Reporter: Pratama Guitarra | Editor: Sanny Cicilia
JAKARTA. Meski pemerintah sudah menaikkan hitungan harga indeks pasar (HIP) jenis biodiesel, namun Asosiasi Produsen Biofuel Indonesia (Aprobi) mengklaim masih merugi dengan penetapan HIP itu. Makanya, Aprobi meminta pemerintah memperbaiki HIP biodiesel, mengacu harga sawit mentah plus ongkos produksi.
Penghitungan HIP saat ini berdasarkan pada Keputusan Menteri Energi dan Sumber Daya Mineral (ESDM) Nomor 2185/12/MEM/2014 tentang Perubahan Harga Indeks Pasar Bahan Bakar Nabati (HIP BBN). Jika dalam aturan sebelumnya, produsen biodiesel hanya menikmati HIP per kilo liter sebesar 100% Mean of Platts Singapore (MOPS), dalam aturan perubahan, produsen bisa menikmati harga 100% MOPS ditambah 3,48%, atau menjadi 103,48% MOPS, per kiloliter. Adapun, saat ini, harga MOPS solar sekitar US$ 750 per KL.

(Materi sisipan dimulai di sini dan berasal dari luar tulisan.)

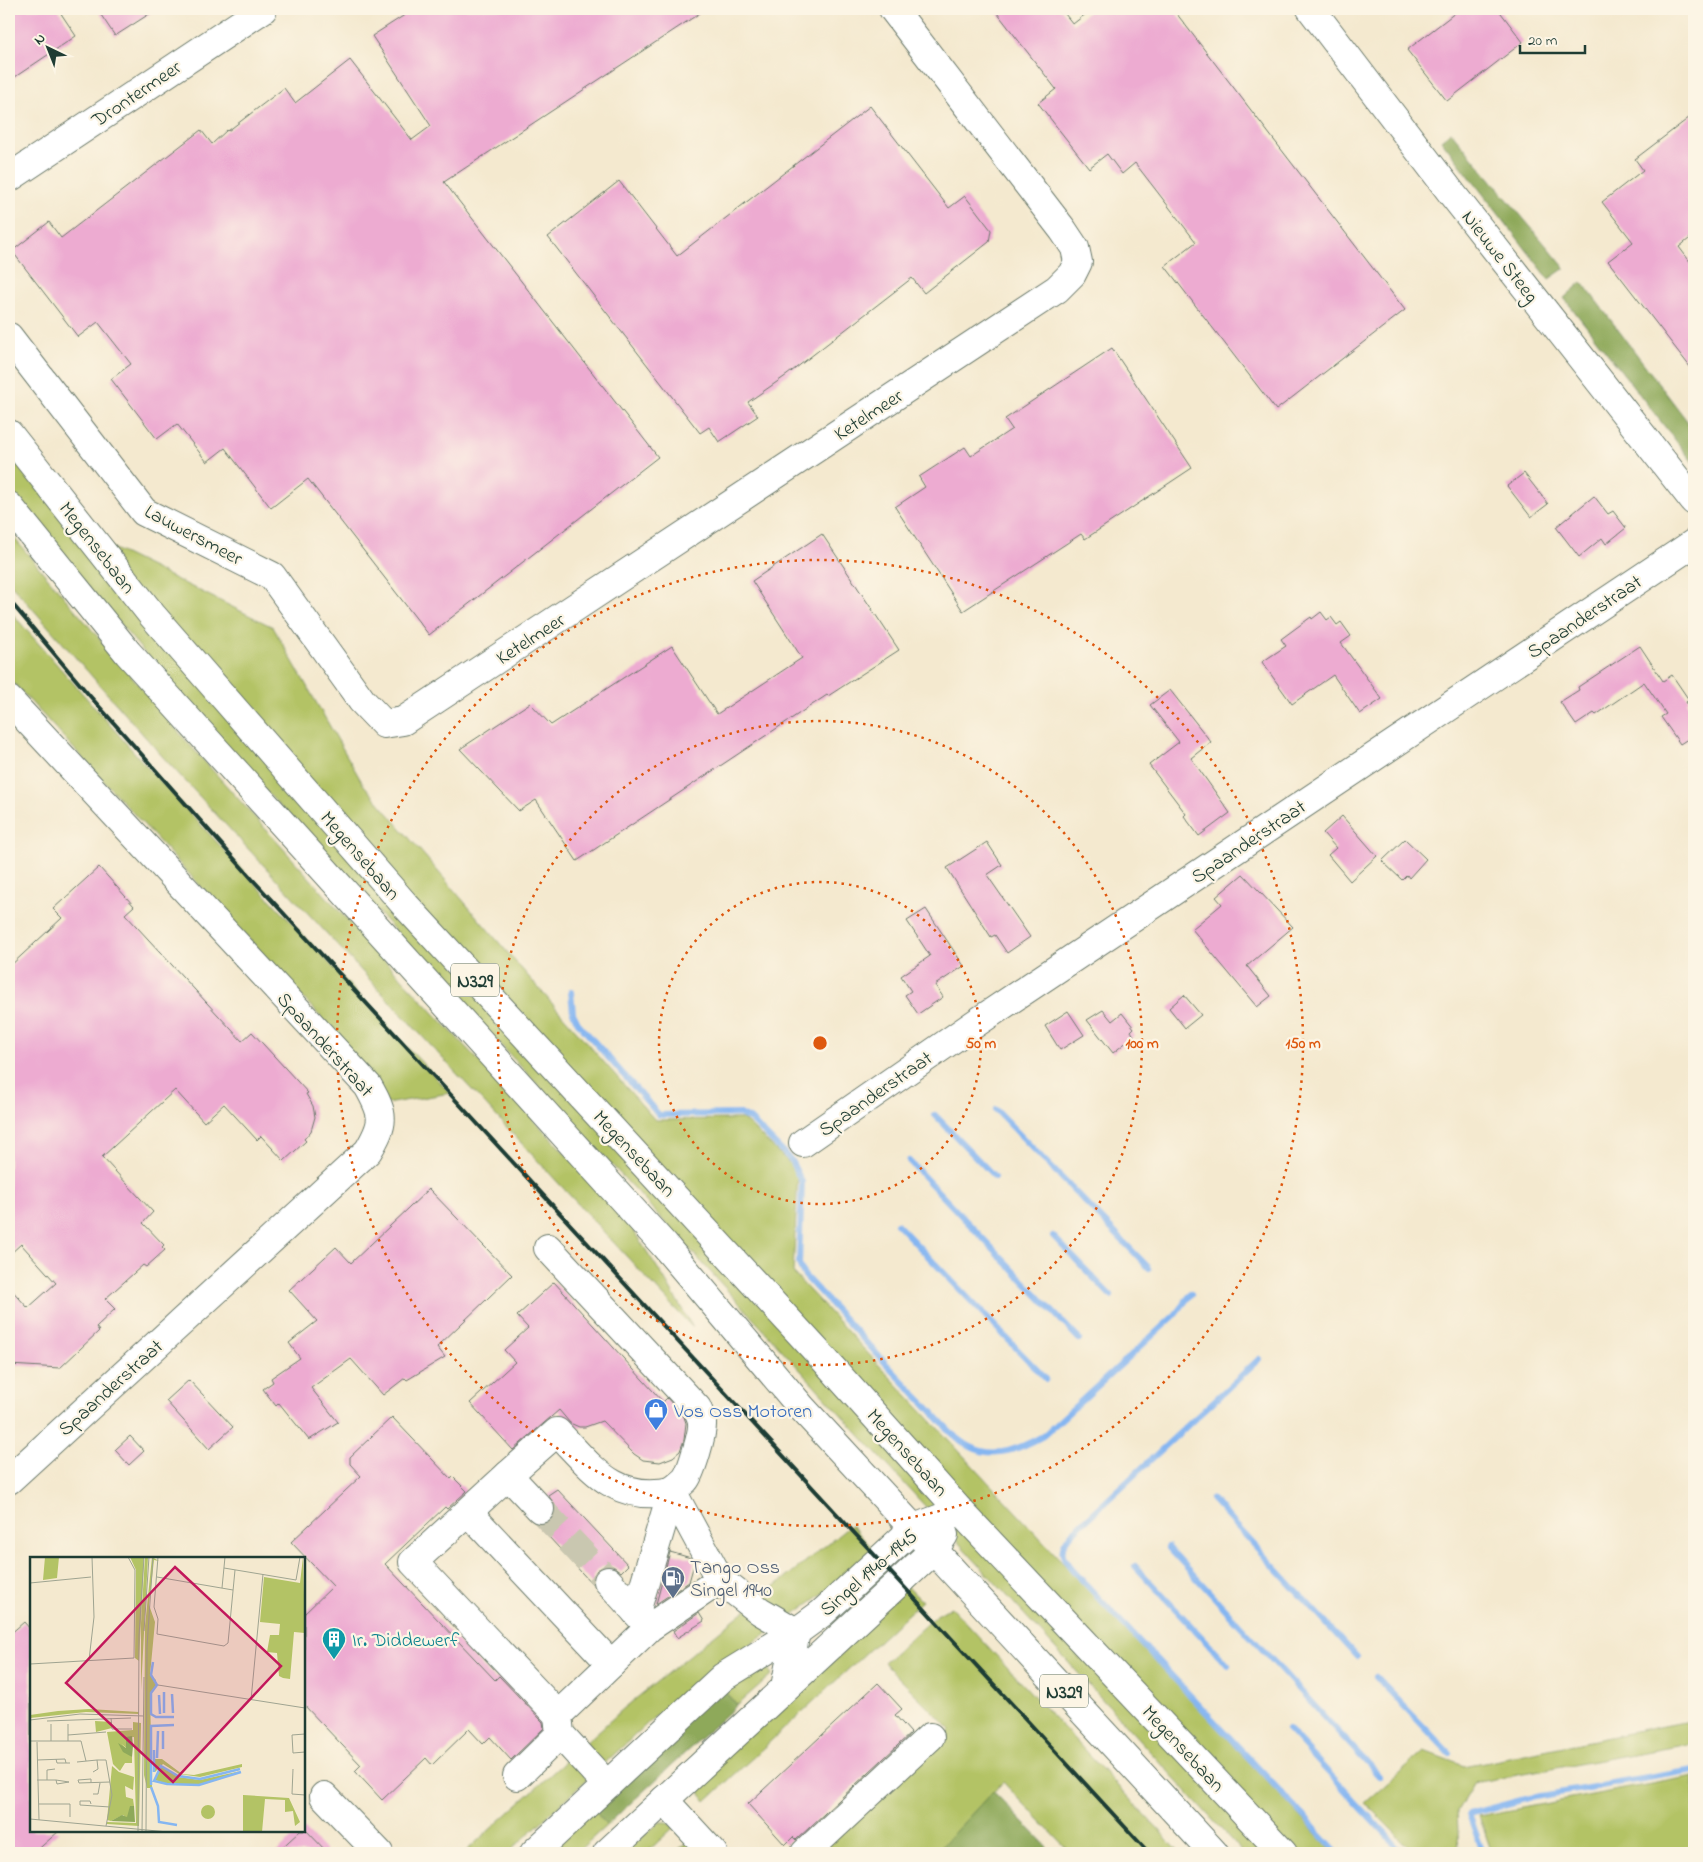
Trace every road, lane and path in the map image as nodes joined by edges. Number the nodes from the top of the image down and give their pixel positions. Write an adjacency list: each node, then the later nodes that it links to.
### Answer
1 (263, 9): 4 (street, Drontermeer)
2 (893, 9): 11 (street, Ketelmeer)
3 (1311, 9): 7 (street, Nieuwe Steeg)
4 (9, 178)
5 (9, 337): 11 (street, Lauwersmeer)
6 (9, 434): 18 (street, Megensebaan / N329)
7 (1694, 501)
8 (9, 506): 20 (street, Megensebaan / N329)
9 (1694, 543): 12 (street, Spaanderstraat)
10 (9, 700): 15 (street, Spaanderstraat)
11 (384, 724)
12 (803, 1142)
13 (548, 1248): 16 (street)
14 (508, 1475): 16 (street); 17 (street); 19 (street)
15 (10, 1477)
16 (672, 1490): 22 (street); 24 (street)
17 (540, 1509)
18 (960, 1511): 20 (street, Singel 1940-1945); 21 (street, Singel 1940-1945); 40 (street, Megensebaan / N329)
19 (468, 1512): 26 (street); 28 (street)
20 (914, 1528): 21 (street, Megensebaan / N329); 25 (street, Singel 1940-1945)
21 (934, 1550): 27 (street, Singel 1940-1945); 39 (street, Megensebaan / N329)
22 (720, 1580): 24 (street); 25 (street)
23 (608, 1582): 24 (street)
24 (643, 1620): 26 (street)
25 (796, 1632): 27 (street); 31 (street, Singel 1940-1945)
26 (611, 1664): 28 (street)
27 (785, 1687): 33 (street, Singel 1940-1945)
28 (559, 1725): 30 (street); 31 (street)
29 (930, 1738): 38 (street)
30 (517, 1776)
31 (607, 1785): 35 (street, Singel 1940-1945)
32 (324, 1796): 34 (street)
33 (664, 1800): 36 (street, Singel 1940-1945); 37 (street)
34 (379, 1853)
35 (534, 1853)
36 (606, 1853)
37 (713, 1853)
38 (805, 1853)
39 (1214, 1853)
40 (1283, 1853)

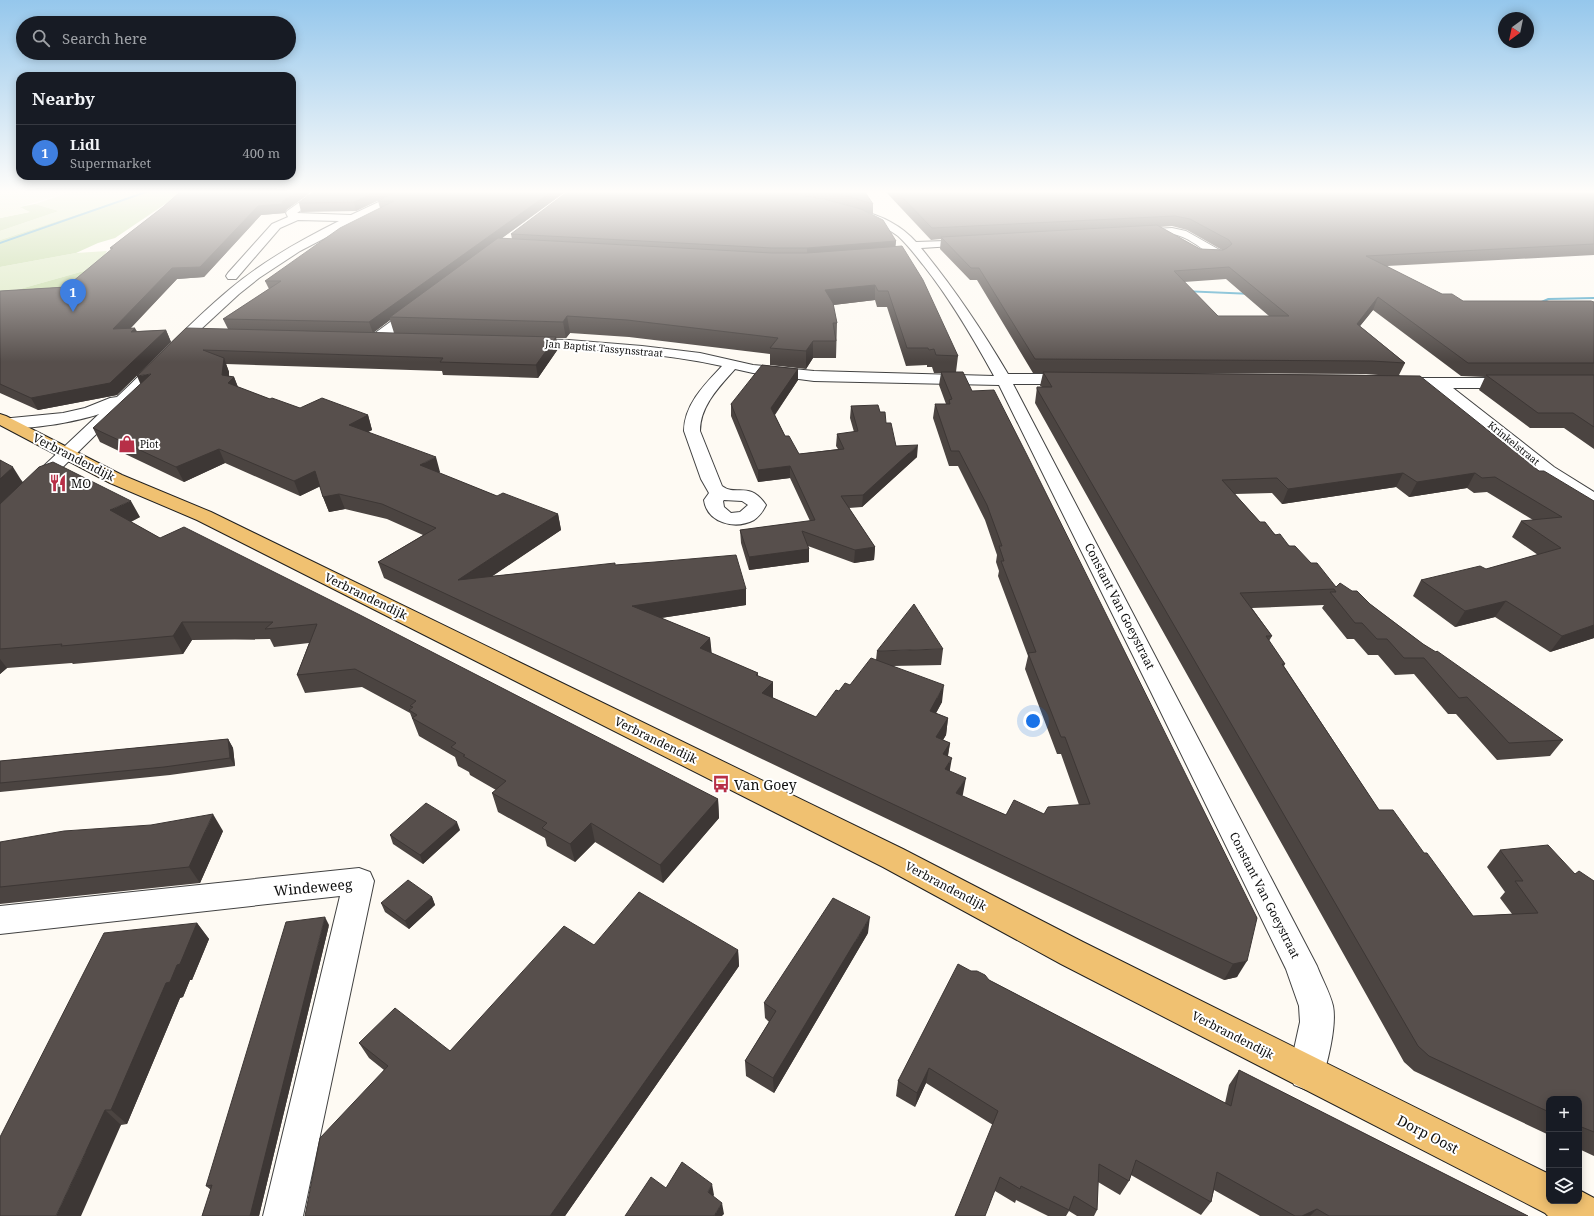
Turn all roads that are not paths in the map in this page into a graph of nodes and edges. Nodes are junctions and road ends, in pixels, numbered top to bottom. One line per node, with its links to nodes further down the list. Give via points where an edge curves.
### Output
1 (256, 249): 7 (street)
2 (295, 249): 9 (street, via 235,291)
3 (928, 249): 5 (street)
4 (1210, 249): 6 (street, via 1221,255 1208,258)
5 (913, 251): 17 (street, Constant Van Goeystraat, via 943,281)
6 (1195, 253)
7 (232, 276)
8 (425, 303): 13 (street)
9 (188, 335): 10 (street); 21 (street)
10 (210, 335)
11 (361, 339): 13 (street)
12 (400, 339): 13 (street)
13 (376, 340)
14 (510, 342): 15 (street, Jan Baptist Tassynsstraat, via 642,350 700,357)
15 (731, 365): 17 (street, Jan Baptist Tassynsstraat, via 814,376); 24 (street, via 698,406 692,420 692,431 712,485)
16 (1082, 379): 17 (street, Jan Baptist Tassynsstraat)
17 (1004, 380): 28 (street, Constant Van Goeystraat, via 1301,966 1316,1006 1317,1022)
18 (1382, 382): 19 (street)
19 (1438, 383): 20 (street); 25 (street, Krinkelstraat, via 1548,470)
20 (1531, 383)
21 (132, 390): 22 (street, via 114,402 80,414 52,420); 23 (street)
22 (3, 421): 23 (main road, Verbrandendijk)
23 (67, 454): 26 (street); 28 (main road, Verbrandendijk, via 116,479 204,516 893,858 1072,953)
24 (720, 493)
25 (1594, 500)
26 (0, 518)
27 (0, 920): 31 (street, Windeweeg, via 359,881)
28 (1307, 1072): 29 (main road, Dorp Oost)
29 (1546, 1193)
30 (1565, 1204): 32 (main road)
31 (282, 1216)
32 (1587, 1216)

Ketua Aprobi Paulus Tjakrawan mengatakan, akibat penetapan HIP jenis biodiesel itu, produsen biodiesel mengklaim merugi sekitar US$ 50–US$ 70 per ton. "Kalau seperti ini terus, bisnis kami akan terhambat dan kemungkinan akan stop," kata dia kepada KONTAN, Selasa (8/12).
Paulus menyarankan, penetapan harga BBN berdasarkan harga produksi. Untuk bioetanol semisal, berdasar harga molases atau tetes tebu plus biaya produksi. Sedang harga biodiesel berdasarkan harga minyak sawit mentah alias crude palm oil (CPO) plus biaya produksi. "Harus sesuai harga produksi biodiesel, jangan disamakan dengan solar," kata dia. Tarik ulur ini menyebabkan keinginan pemerintah mengoplos solar dengan BBN tak kunjung terpenuhi. Tahun ini realisasi biodiesel ke solar cuma 1,3 juta kiloliter.